I began to drop big theological words and reference historical controversies and practices within the Reformed tradition in order to explain and defend our church’s practice of the Lord’s Supper. Later that afternoon, God in His graciousness helped me realize how, in my heart I had just fallen into the same trap I had preached about earlier that morning. I was argumentative and when the conversation was over I was angry and immediately began to write off the guy in my head as being crazy.
John 16:18 says that one of the Holy Spirit’s jobs is to convict of sin and righteousness. Often times God in his loving wisdom and care for us will bring out things in us where our heart and our actions betray the things we say we believe. This is because God loves us and is serious about making us like Jesus, becoming the men and women he has called us to be.
I decided to write a blog on this both as a fruit of repentance and hopefully as an opportunity to lead by example in humility, openness and repentance.

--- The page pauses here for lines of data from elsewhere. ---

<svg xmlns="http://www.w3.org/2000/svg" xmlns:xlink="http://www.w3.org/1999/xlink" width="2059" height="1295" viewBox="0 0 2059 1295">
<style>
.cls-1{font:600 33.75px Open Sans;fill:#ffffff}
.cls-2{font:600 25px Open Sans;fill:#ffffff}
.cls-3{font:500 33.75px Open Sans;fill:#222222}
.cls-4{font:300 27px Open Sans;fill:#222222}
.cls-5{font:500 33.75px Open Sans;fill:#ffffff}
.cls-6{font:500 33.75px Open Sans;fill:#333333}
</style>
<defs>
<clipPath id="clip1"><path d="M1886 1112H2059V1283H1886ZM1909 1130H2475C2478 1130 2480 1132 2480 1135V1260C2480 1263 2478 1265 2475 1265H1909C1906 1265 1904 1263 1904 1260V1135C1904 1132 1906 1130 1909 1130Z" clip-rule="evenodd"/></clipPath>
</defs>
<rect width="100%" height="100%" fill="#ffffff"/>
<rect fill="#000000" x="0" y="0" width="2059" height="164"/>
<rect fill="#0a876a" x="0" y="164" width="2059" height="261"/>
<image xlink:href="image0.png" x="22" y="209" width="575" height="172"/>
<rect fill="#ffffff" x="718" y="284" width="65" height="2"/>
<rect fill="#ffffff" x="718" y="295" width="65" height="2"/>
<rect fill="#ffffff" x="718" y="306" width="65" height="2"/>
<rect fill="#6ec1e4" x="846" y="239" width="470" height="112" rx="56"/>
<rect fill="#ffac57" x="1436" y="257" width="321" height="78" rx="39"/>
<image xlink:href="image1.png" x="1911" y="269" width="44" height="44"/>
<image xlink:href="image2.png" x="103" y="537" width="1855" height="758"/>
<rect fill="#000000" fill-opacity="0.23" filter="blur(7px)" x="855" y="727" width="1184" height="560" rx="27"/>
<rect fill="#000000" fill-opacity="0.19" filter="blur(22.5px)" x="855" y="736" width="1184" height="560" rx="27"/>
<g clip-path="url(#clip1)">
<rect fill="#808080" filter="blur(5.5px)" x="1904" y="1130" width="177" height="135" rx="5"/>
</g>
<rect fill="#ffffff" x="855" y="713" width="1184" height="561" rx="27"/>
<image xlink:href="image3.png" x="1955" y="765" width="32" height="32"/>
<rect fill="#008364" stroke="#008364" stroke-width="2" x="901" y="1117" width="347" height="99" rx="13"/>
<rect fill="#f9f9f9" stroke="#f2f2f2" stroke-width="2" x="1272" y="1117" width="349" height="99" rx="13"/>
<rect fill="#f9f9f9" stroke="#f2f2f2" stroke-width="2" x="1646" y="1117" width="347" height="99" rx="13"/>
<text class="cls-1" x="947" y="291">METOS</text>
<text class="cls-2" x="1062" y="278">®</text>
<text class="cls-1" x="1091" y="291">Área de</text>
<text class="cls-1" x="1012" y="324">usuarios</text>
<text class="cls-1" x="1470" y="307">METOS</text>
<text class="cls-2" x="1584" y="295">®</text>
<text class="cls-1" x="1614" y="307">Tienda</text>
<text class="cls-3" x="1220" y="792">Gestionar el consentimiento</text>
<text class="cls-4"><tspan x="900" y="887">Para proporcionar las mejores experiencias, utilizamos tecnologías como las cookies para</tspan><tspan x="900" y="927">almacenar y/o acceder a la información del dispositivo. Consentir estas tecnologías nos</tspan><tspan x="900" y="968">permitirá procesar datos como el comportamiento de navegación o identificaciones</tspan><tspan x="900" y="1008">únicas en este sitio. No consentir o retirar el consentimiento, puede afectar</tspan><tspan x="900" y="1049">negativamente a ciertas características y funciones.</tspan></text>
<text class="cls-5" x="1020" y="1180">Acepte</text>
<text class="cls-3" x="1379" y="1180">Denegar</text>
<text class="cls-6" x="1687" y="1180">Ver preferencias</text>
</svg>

Pastorally I am concerned about what we profess to believe versus what we practice. The Christian life is meant to be an open life, where we are not claiming rightness but unrighteousness…one where we are not looking to prop ourselves up but looking to the one who was proped up on a cross for all our unrighteousness.
The Gospel ought to make us more humble. The Gospel ought to make us more open. The Gospel ought to make us more repentful. In your life and relationships…in your community groups…are you humble, open and repentful? Where and how is God growing you? What sin is he addressing in you? How are you coming to see and learn and know the Gospel more in your life?
May God continue to grow us up into Him who is our great Head Pastor and Savior, Jesus Christ.